Estes caminhos incluem pensar, em termos práticos, como jovens varejistas de drogas se colocarão no mercado de trabalho caso as drogas sejam legalizadas ou reguladas. Caso não sejam legalizadas, inclui refletir sobre os efeitos de uma possível descriminalização de seu uso: estabelecer critérios objetivos de quantidade de drogas para diferenciar usuários e traficantes – como já esteve em pauta no Supremo Tribunal Federal – de fato resolve a questão, considerando que a orientação do sistema de justiça criminal permanecerá racista? Em relação ao usuário, como ampliar o acesso a serviços públicos de tratamento, tão escassos nas favelas e periferias, sem que abstinência seja o único caminho possível?
É esse tipo de reflexão que o Movimentos – um grupo de jovens de favelas e periferias que debate política de drogas a partir do ponto de vista de quem sofre seus efeitos – tem feito. O entendimento do grupo é de que não é mais possível falar sobre o tema sem a perspectiva racial. Se quisermos pensar em soluções que não perpetuem o racismo e a desigualdade, precisamos partir de uma ótica que leve em conta quem é atingido por eles.
Por fim, não existe uma fórmula mágica para se pensar política de drogas. Países diferentes lidam com esta questão cada um à sua maneira. O que sabemos, no entanto, é que insistir em modelos que já se mostraram ineficazes não é uma solução válida, mas que atende a interesses de grupos específicos.

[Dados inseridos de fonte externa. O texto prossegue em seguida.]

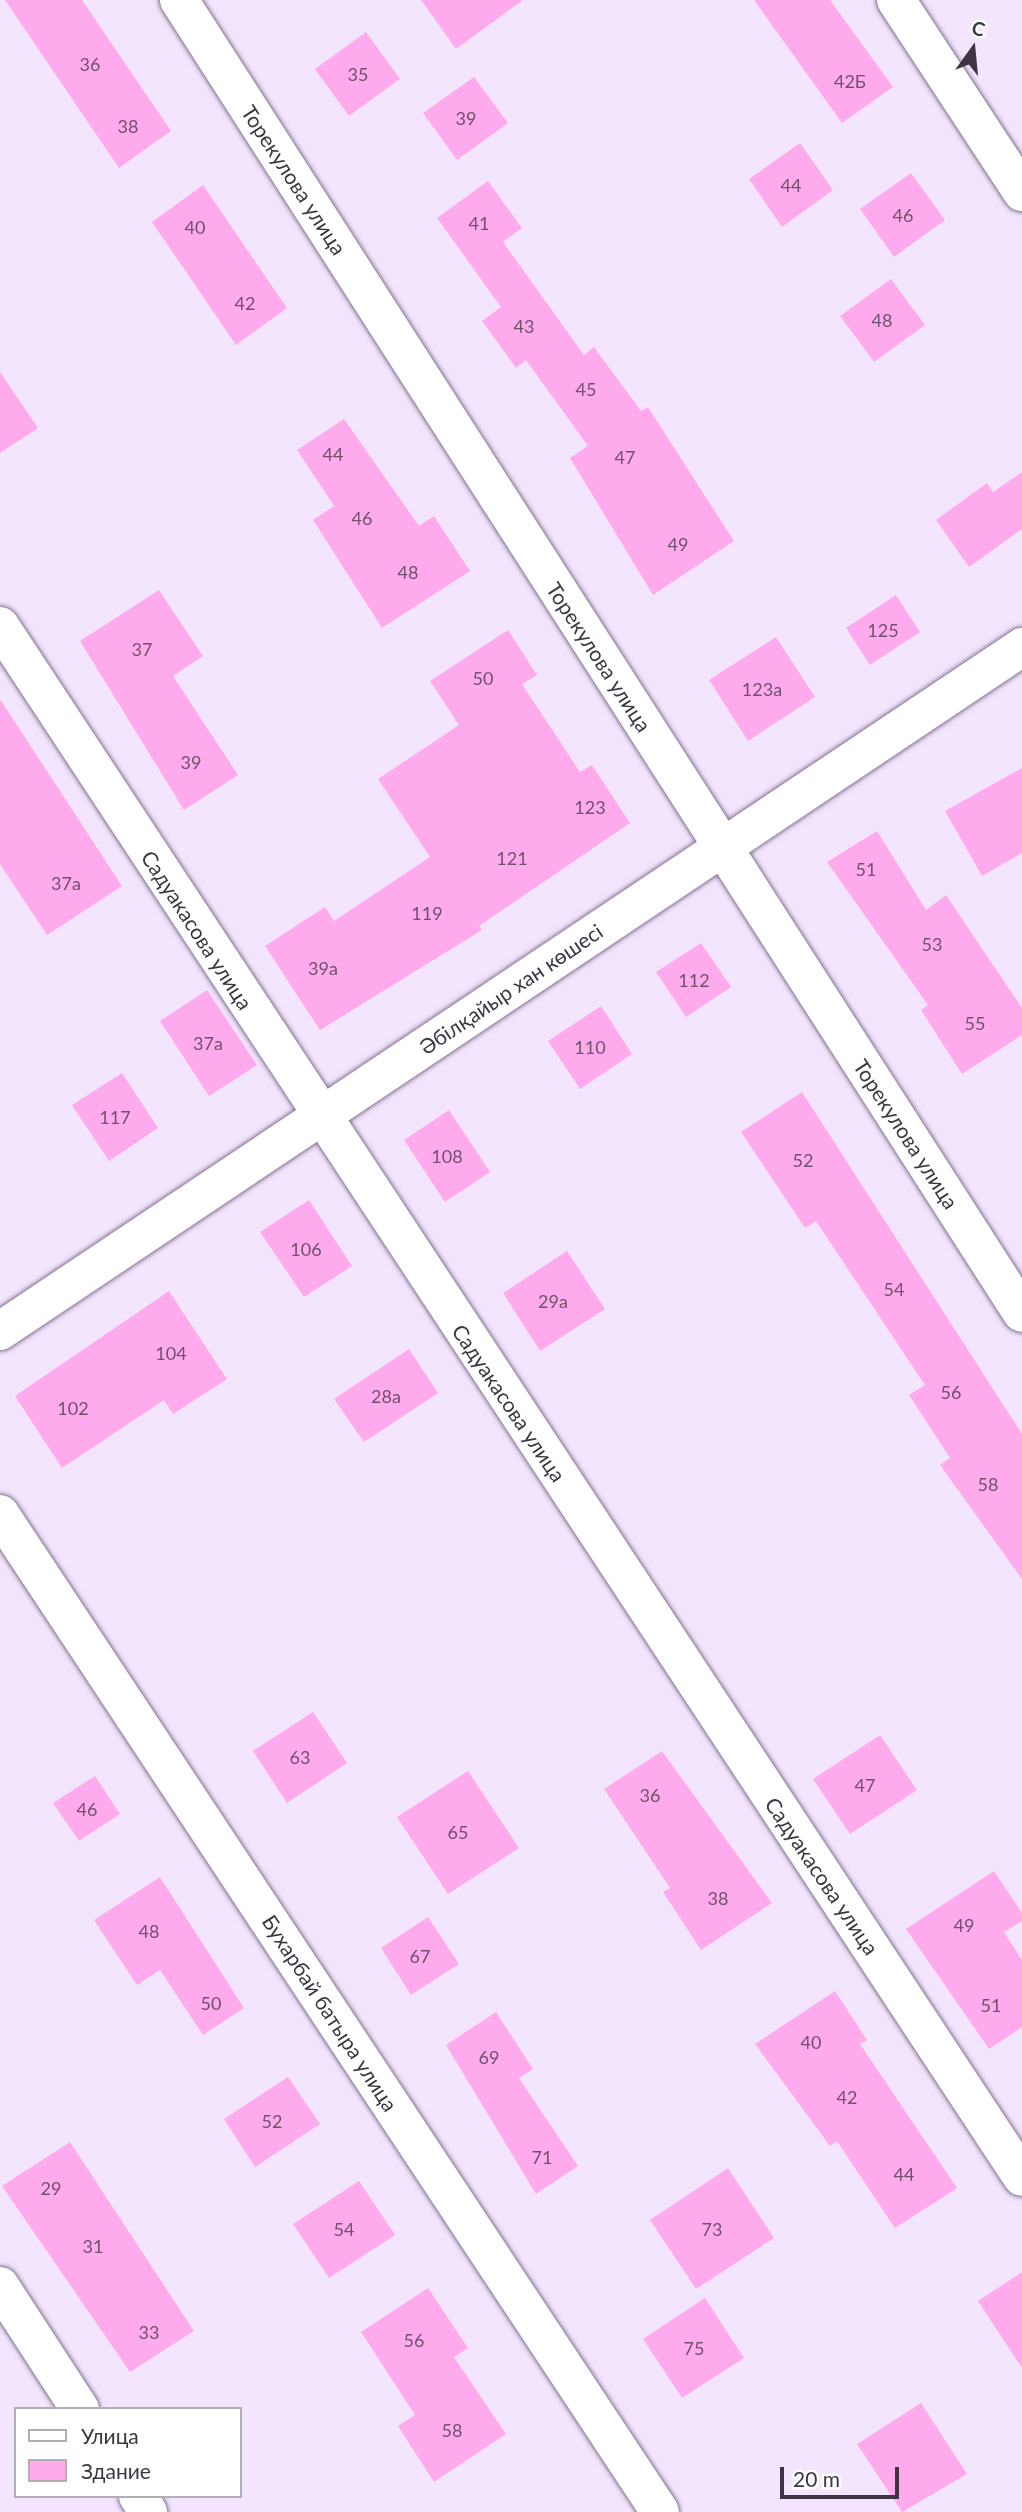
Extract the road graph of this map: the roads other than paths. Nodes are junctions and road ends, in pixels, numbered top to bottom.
1 (179, 0) edge
2 (896, 0) edge
3 (1022, 192) edge
4 (0, 626) edge
5 (1022, 647) edge
6 (721, 849) junction
7 (319, 1118) junction
8 (1022, 1313) edge
9 (0, 1331) edge
10 (0, 1514) edge
11 (1022, 2177) edge
12 (0, 2286) edge
13 (79, 2407) edge
14 (660, 2512) edge

1 - 6 street, Торекулова улица
2 - 3 street
4 - 7 street, Садуакасова улица
5 - 6 street, Әбілқайыр хан көшесі
6 - 7 street, Әбілқайыр хан көшесі
6 - 8 street, Торекулова улица
7 - 9 street, Әбілқайыр хан көшесі
7 - 11 street, Садуакасова улица
10 - 14 street, Бухарбай батыра улица
12 - 13 street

Não à toa quem mais sofre com esta política são pessoas e territórios já marginalizados, para onde são direcionadas operações policiais justificadas pelo combate a estas substâncias, deixando como rastro mortes e violações de direitos.
(*) Paula Napolião é pesquisadora do Centro de Estudos de Segurança e Cidadania (CESeC) nos eixos Drogas e Justiça, organização membro da Rede Justiça Criminal.